**Instructions to follow:** Scan the entries below for the word "Казакова" and copy every line where it turns up.

### Excerpted data

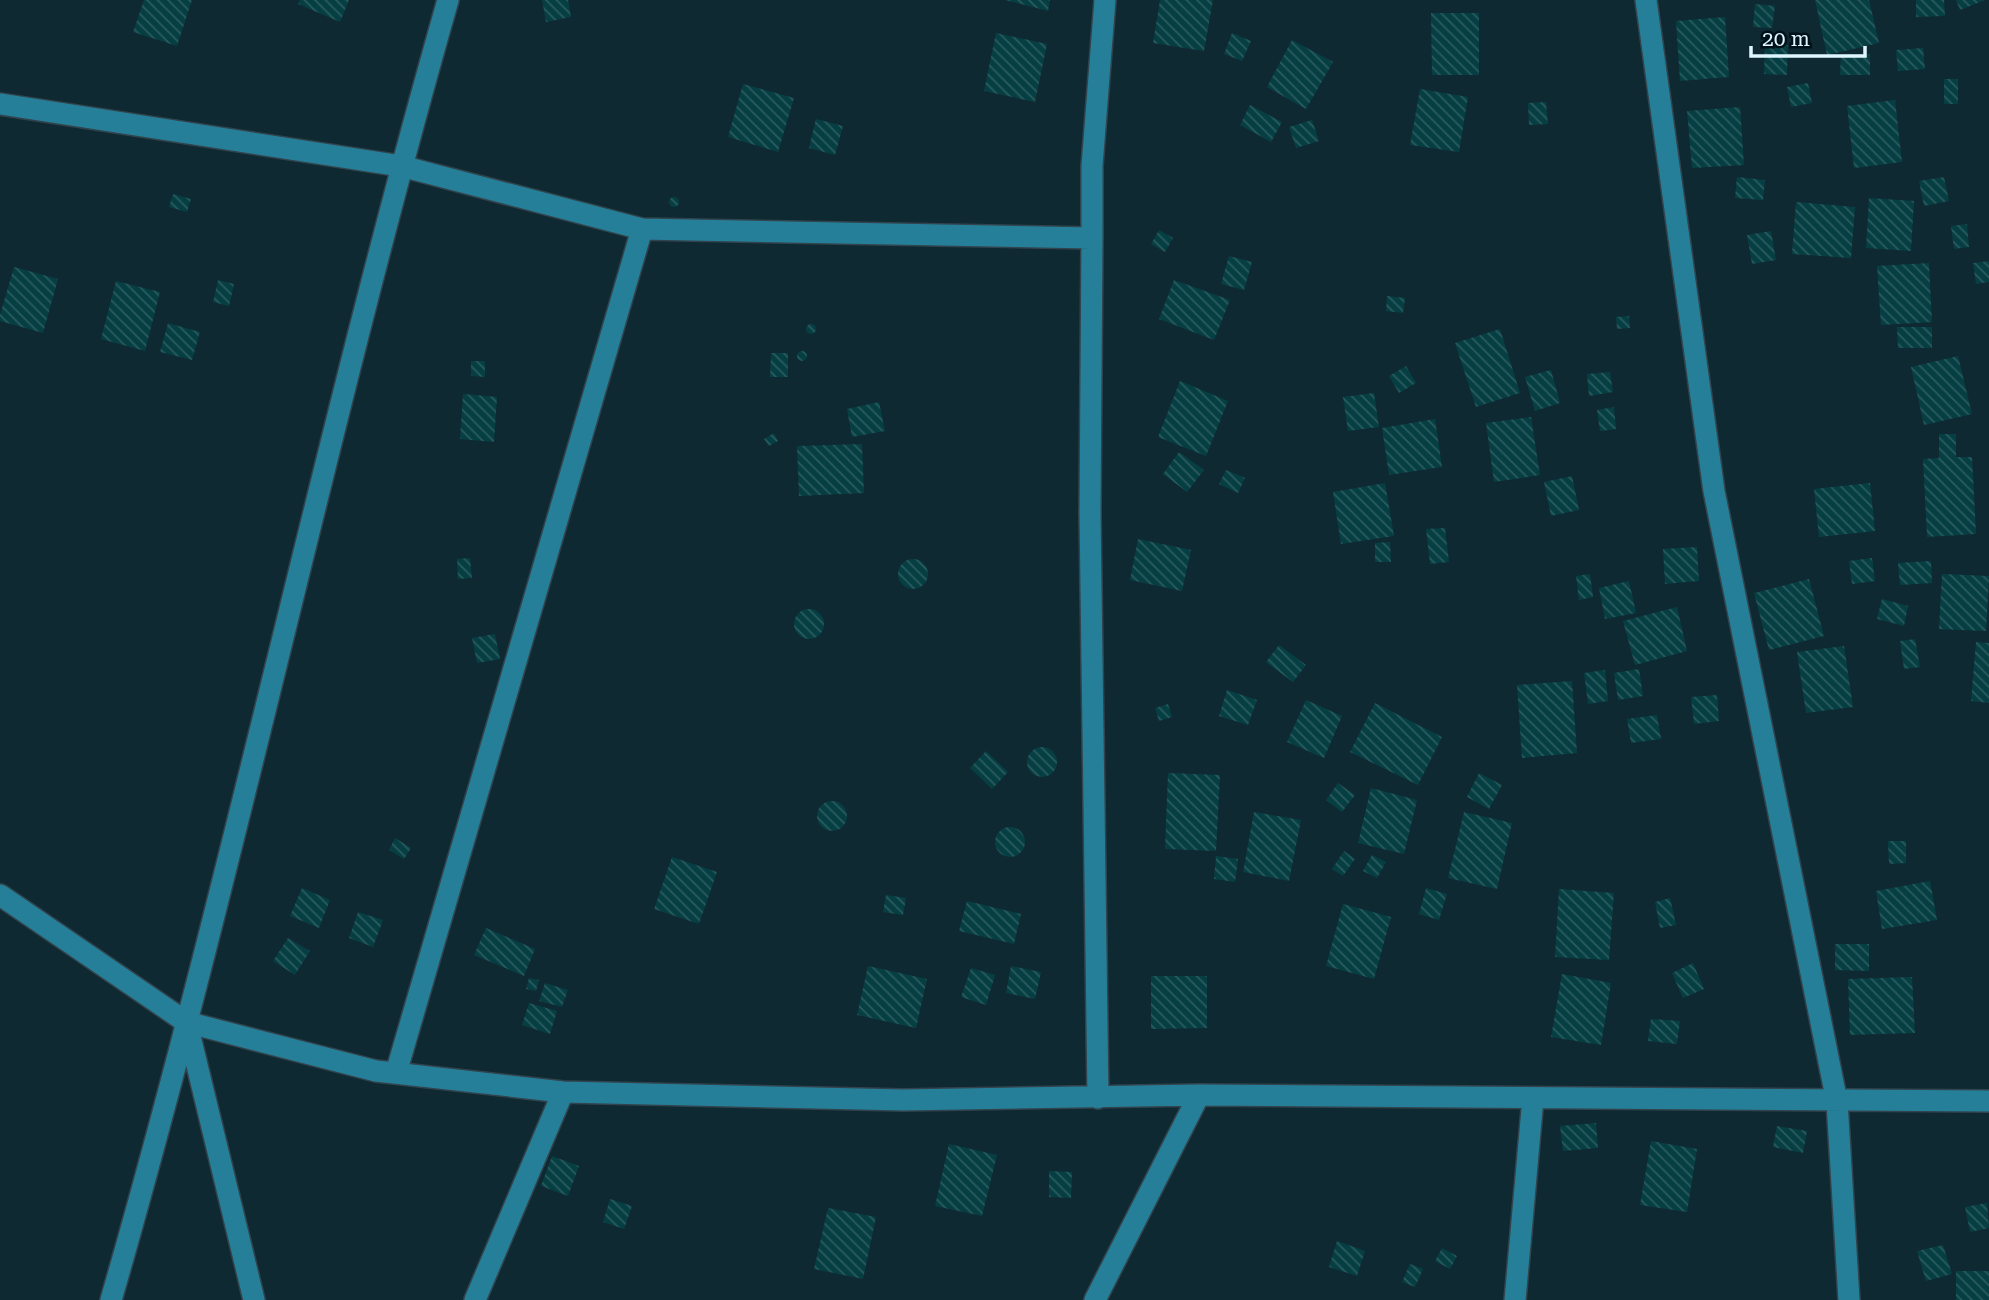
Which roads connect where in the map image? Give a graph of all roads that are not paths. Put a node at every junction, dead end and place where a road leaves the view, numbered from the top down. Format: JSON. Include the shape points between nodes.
{"nodes":[{"id":1,"x":448,"y":0,"type":"edge"},
{"id":2,"x":1105,"y":0,"type":"edge"},
{"id":3,"x":1646,"y":0,"type":"edge"},
{"id":4,"x":0,"y":104,"type":"edge"},
{"id":5,"x":401,"y":166,"type":"junction"},
{"id":6,"x":642,"y":229,"type":"junction"},
{"id":7,"x":1092,"y":238,"type":"junction"},
{"id":8,"x":0,"y":895,"type":"edge"},
{"id":9,"x":186,"y":1022,"type":"junction"},
{"id":10,"x":396,"y":1073,"type":"junction"},
{"id":11,"x":563,"y":1092,"type":"junction"},
{"id":12,"x":1199,"y":1095,"type":"junction"},
{"id":13,"x":1098,"y":1098,"type":"junction"},
{"id":14,"x":1532,"y":1098,"type":"junction"},
{"id":15,"x":1989,"y":1101,"type":"edge"},
{"id":16,"x":1837,"y":1102,"type":"junction"},
{"id":17,"x":111,"y":1300,"type":"edge"},
{"id":18,"x":254,"y":1300,"type":"edge"},
{"id":19,"x":475,"y":1300,"type":"edge"},
{"id":20,"x":1095,"y":1300,"type":"edge"},
{"id":21,"x":1515,"y":1300,"type":"edge"},
{"id":22,"x":1849,"y":1300,"type":"edge"}],
"edges":[{"from":1,"to":5,"type":"street"},
{"from":2,"to":7,"type":"street"},
{"from":3,"to":16,"type":"street","via":[[1714,491]]},
{"from":4,"to":5,"type":"street"},
{"from":5,"to":6,"type":"street"},
{"from":5,"to":9,"type":"street"},
{"from":6,"to":7,"type":"street"},
{"from":6,"to":10,"type":"street"},
{"from":7,"to":13,"type":"street","via":[[1090,513]]},
{"from":8,"to":9,"type":"street"},
{"from":9,"to":10,"type":"street"},
{"from":9,"to":17,"type":"street"},
{"from":9,"to":18,"type":"street"},
{"from":10,"to":11,"type":"street"},
{"from":11,"to":13,"type":"street","via":[[903,1100]]},
{"from":11,"to":19,"type":"street"},
{"from":12,"to":13,"type":"street"},
{"from":12,"to":14,"type":"street"},
{"from":12,"to":20,"type":"street"},
{"from":14,"to":16,"type":"street"},
{"from":14,"to":21,"type":"street"},
{"from":15,"to":16,"type":"street"},
{"from":16,"to":22,"type":"street"}]}
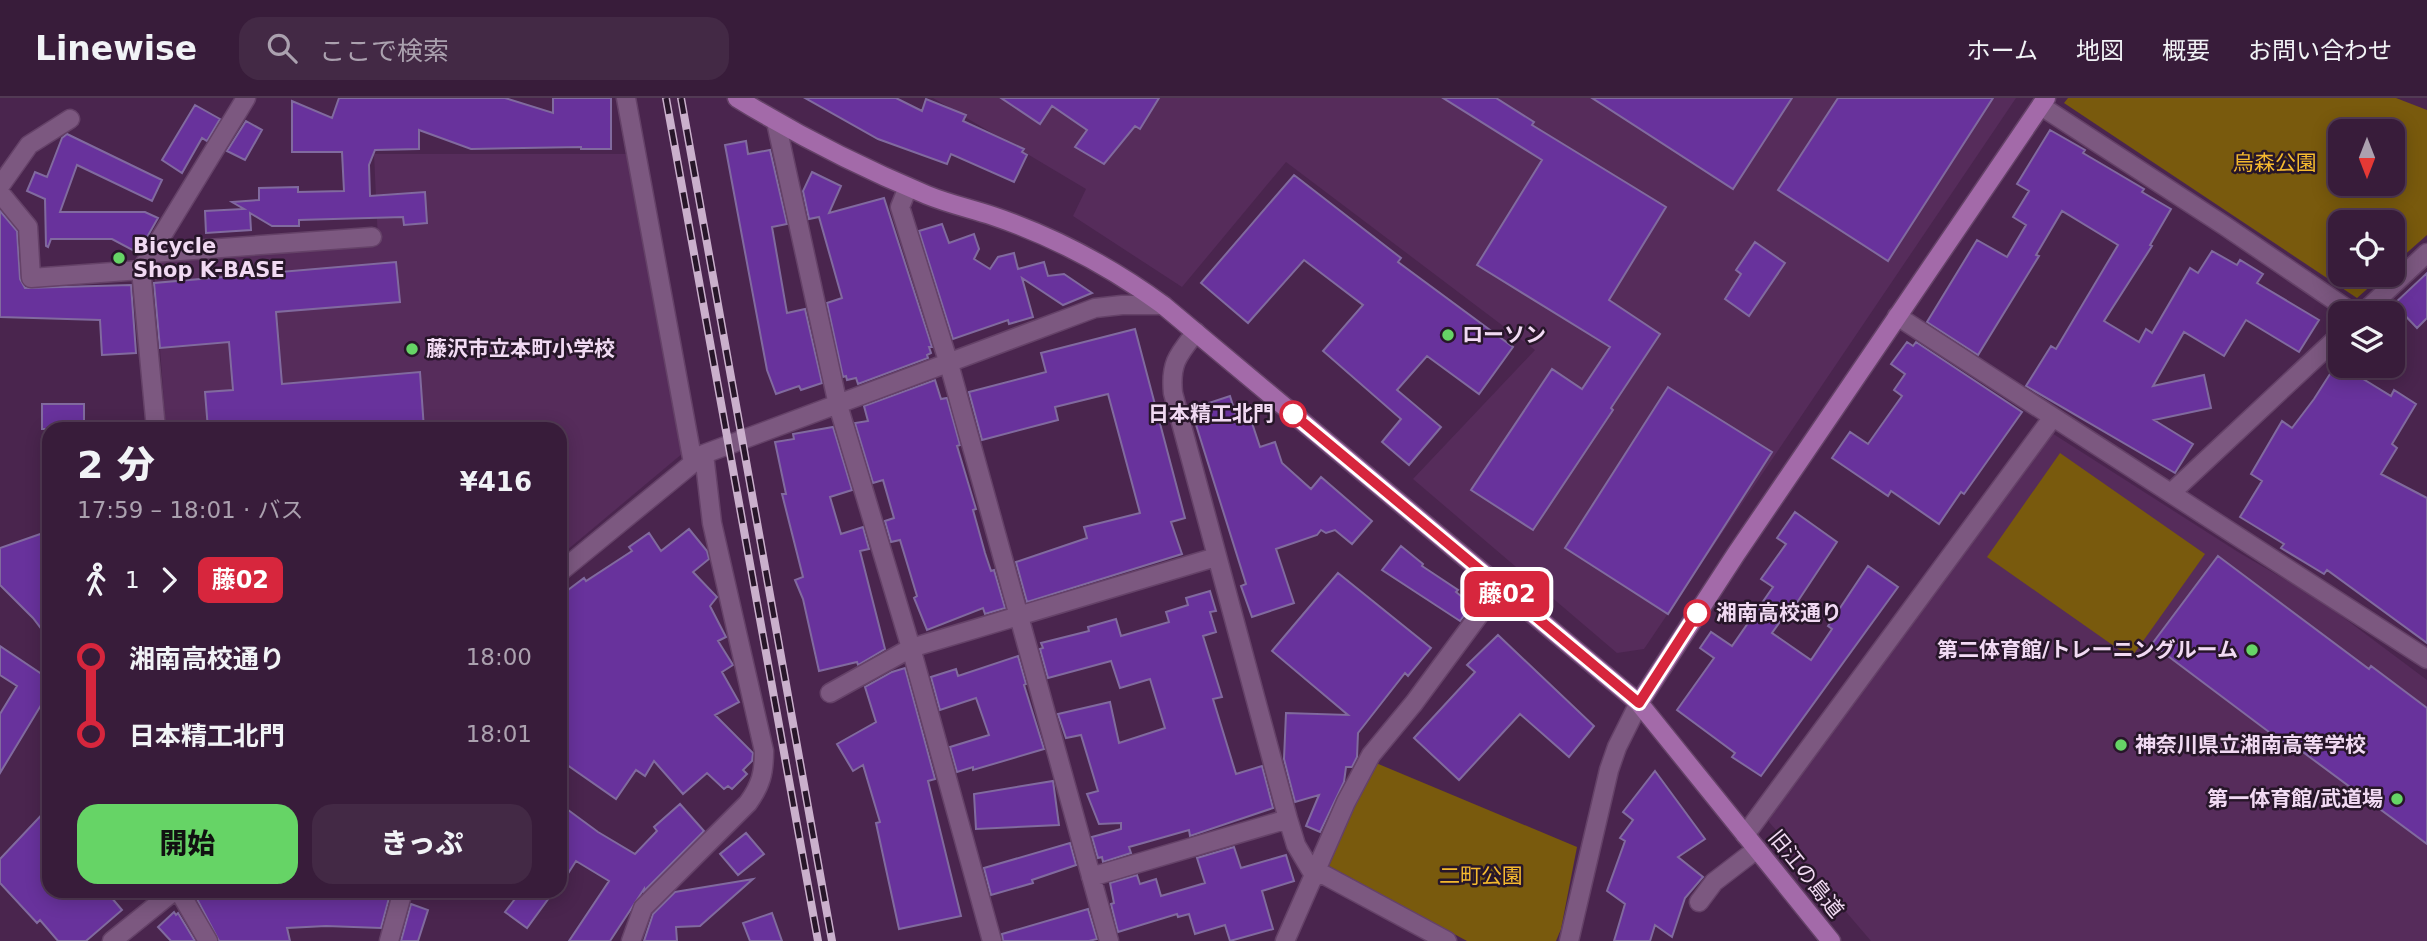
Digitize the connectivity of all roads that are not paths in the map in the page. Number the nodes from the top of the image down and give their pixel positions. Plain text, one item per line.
1 (246, 98) edge
2 (626, 98) edge
3 (737, 98) edge
4 (2043, 102) edge
5 (70, 119) dead end
6 (776, 122) junction
7 (0, 186) edge
8 (908, 187) junction
9 (0, 193) edge
10 (372, 237) dead end
11 (152, 253) junction
12 (2427, 253) edge
13 (141, 270) junction
14 (2335, 301) edge
15 (2375, 301) edge
16 (1163, 305) junction
17 (1897, 316) junction
18 (1196, 332) junction
19 (2328, 346) edge
20 (949, 363) junction
21 (838, 405) junction
22 (2053, 417) junction
23 (155, 422) edge
24 (699, 459) junction
25 (2171, 493) junction
26 (1216, 557) junction
27 (567, 566) edge
28 (1499, 588) junction
29 (1020, 615) junction
30 (911, 648) junction
31 (2427, 659) edge
32 (830, 693) dead end
33 (1639, 703) junction
34 (1288, 819) junction
35 (1745, 835) junction
36 (1757, 849) junction
37 (1316, 874) junction
38 (1091, 877) junction
39 (168, 898) edge
40 (181, 898) edge
41 (401, 898) edge
42 (1699, 902) dead end
43 (112, 941) edge
44 (208, 941) edge
45 (389, 941) edge
46 (631, 941) edge
47 (992, 941) edge
48 (1109, 941) edge
49 (1285, 941) edge
50 (1447, 941) edge
51 (1569, 941) edge
52 (1830, 941) edge

1 - 11 street
2 - 24 street
3 - 6 street, 旧江の島道
4 - 14 street
4 - 17 street
5 - 7 street
6 - 8 street, 旧江の島道
6 - 21 street
8 - 16 street, 旧江の島道
8 - 20 street
9 - 13 street
10 - 11 street
11 - 13 street
12 - 15 street
13 - 23 street
16 - 18 street, 旧江の島道
16 - 20 street
17 - 22 street
17 - 33 street
18 - 26 street
18 - 28 street, 旧江の島道
19 - 25 street
20 - 21 street
20 - 29 street
21 - 24 street
21 - 30 street
22 - 25 street
22 - 35 street
24 - 27 street
24 - 46 street
25 - 31 street
26 - 29 street
26 - 34 street
28 - 33 street, 旧江の島道
28 - 37 street
29 - 30 street
29 - 38 street
30 - 32 street
30 - 47 street
33 - 35 street, 旧江の島道
33 - 51 street
34 - 37 street
34 - 38 street
35 - 36 street, 旧江の島道
36 - 42 street
36 - 52 street, 旧江の島道
37 - 49 street
37 - 50 street
38 - 48 street
39 - 43 street
40 - 44 street
41 - 45 street

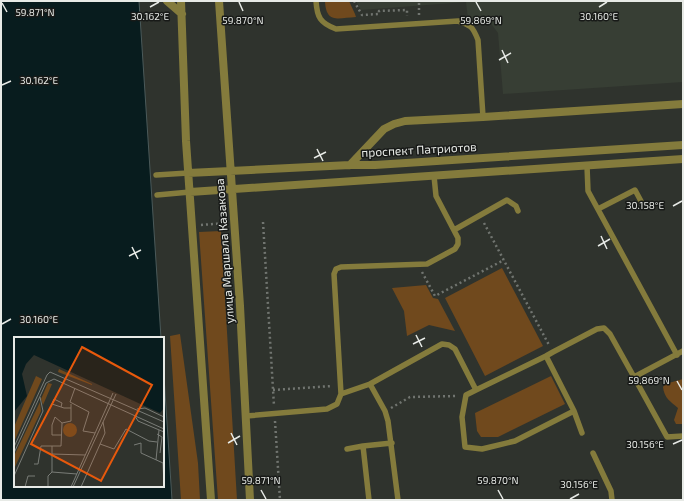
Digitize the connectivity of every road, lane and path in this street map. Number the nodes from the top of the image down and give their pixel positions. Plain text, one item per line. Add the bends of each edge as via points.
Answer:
1 (167, 1) edge
2 (181, 1) edge
3 (219, 1) edge
4 (225, 1) edge
5 (316, 1) edge
6 (354, 1) edge
7 (419, 1) edge
8 (419, 6) dead end
9 (220, 12) junction
10 (182, 14) junction
11 (408, 24) junction
12 (683, 104) edge
13 (483, 117) junction
14 (683, 145) edge
15 (683, 159) edge
16 (350, 165) junction
17 (587, 166) junction
18 (231, 171) junction
19 (188, 173) junction
20 (156, 175) dead end
21 (434, 176) junction
22 (232, 189) junction
23 (190, 192) junction
24 (157, 194) dead end
25 (642, 203) dead end
26 (598, 209) junction
27 (518, 211) dead end
28 (480, 215) junction
29 (263, 222) dead end
30 (226, 223) dead end
31 (199, 225) dead end
32 (454, 230) junction
33 (504, 260) junction
34 (418, 264) junction
35 (553, 352) junction
36 (683, 352) edge
37 (677, 355) junction
38 (546, 356) junction
39 (634, 378) junction
40 (370, 384) junction
41 (341, 386) junction
42 (273, 390) junction
43 (476, 390) junction
44 (341, 394) junction
45 (466, 395) junction
46 (385, 411) junction
47 (574, 411) junction
48 (275, 414) junction
49 (246, 416) junction
50 (582, 433) dead end
51 (683, 436) edge
52 (392, 443) junction
53 (363, 446) junction
54 (347, 449) dead end
55 (593, 453) dead end
56 (211, 500) edge
57 (250, 500) edge
58 (280, 500) edge
59 (369, 500) edge
60 (398, 500) edge
61 (612, 500) edge

1 - 10 street
2 - 10 street
3 - 9 street, улица Маршала Казакова
4 - 9 street
5 - 11 lane via 321,20 336,28
6 - 11 path via 362,15 379,14 379,11 407,10
7 - 8 path
9 - 18 street, улица Маршала Казакова
10 - 19 street
11 - 13 lane via 458,21 468,24 474,30 478,40
12 - 13 street
13 - 16 street via 405,121 394,124 384,129
14 - 16 street, проспект Патриотов
15 - 17 street
16 - 18 street, проспект Патриотов
17 - 21 street
17 - 26 lane via 588,191
18 - 19 street, проспект Патриотов
18 - 22 street, улица Маршала Казакова
19 - 20 lane, проспект Патриотов
19 - 23 street
21 - 22 street
21 - 32 lane via 436,196
22 - 23 street
22 - 49 street, улица Маршала Казакова
23 - 24 lane
23 - 56 street
25 - 26 lane via 635,190
26 - 37 lane
27 - 28 lane via 516,206 507,200
28 - 32 lane
28 - 33 path
29 - 42 path
30 - 31 path
32 - 34 lane via 458,238 455,249 428,264
33 - 34 path via 435,296
33 - 35 path
34 - 41 lane via 336,269 334,274
35 - 38 lane
35 - 39 lane via 604,328 610,334
36 - 37 lane
37 - 39 lane
38 - 43 lane
38 - 47 lane
39 - 51 lane via 667,437
40 - 43 lane via 442,344 455,349
40 - 44 lane
40 - 46 lane
41 - 42 path
41 - 44 lane
42 - 48 path
43 - 45 lane
44 - 48 lane via 337,404 327,409
45 - 46 path via 410,397
45 - 47 lane via 462,417 465,447 482,449 515,441
46 - 52 lane
47 - 50 lane
48 - 49 lane
48 - 58 path
49 - 57 street, улица Маршала Казакова
52 - 53 lane
52 - 60 lane
53 - 54 lane
53 - 59 lane
55 - 61 lane via 611,491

######

**Answer to the problem:**
3 - 9 street, улица Маршала Казакова
9 - 18 street, улица Маршала Казакова
18 - 22 street, улица Маршала Казакова
22 - 49 street, улица Маршала Казакова
49 - 57 street, улица Маршала Казакова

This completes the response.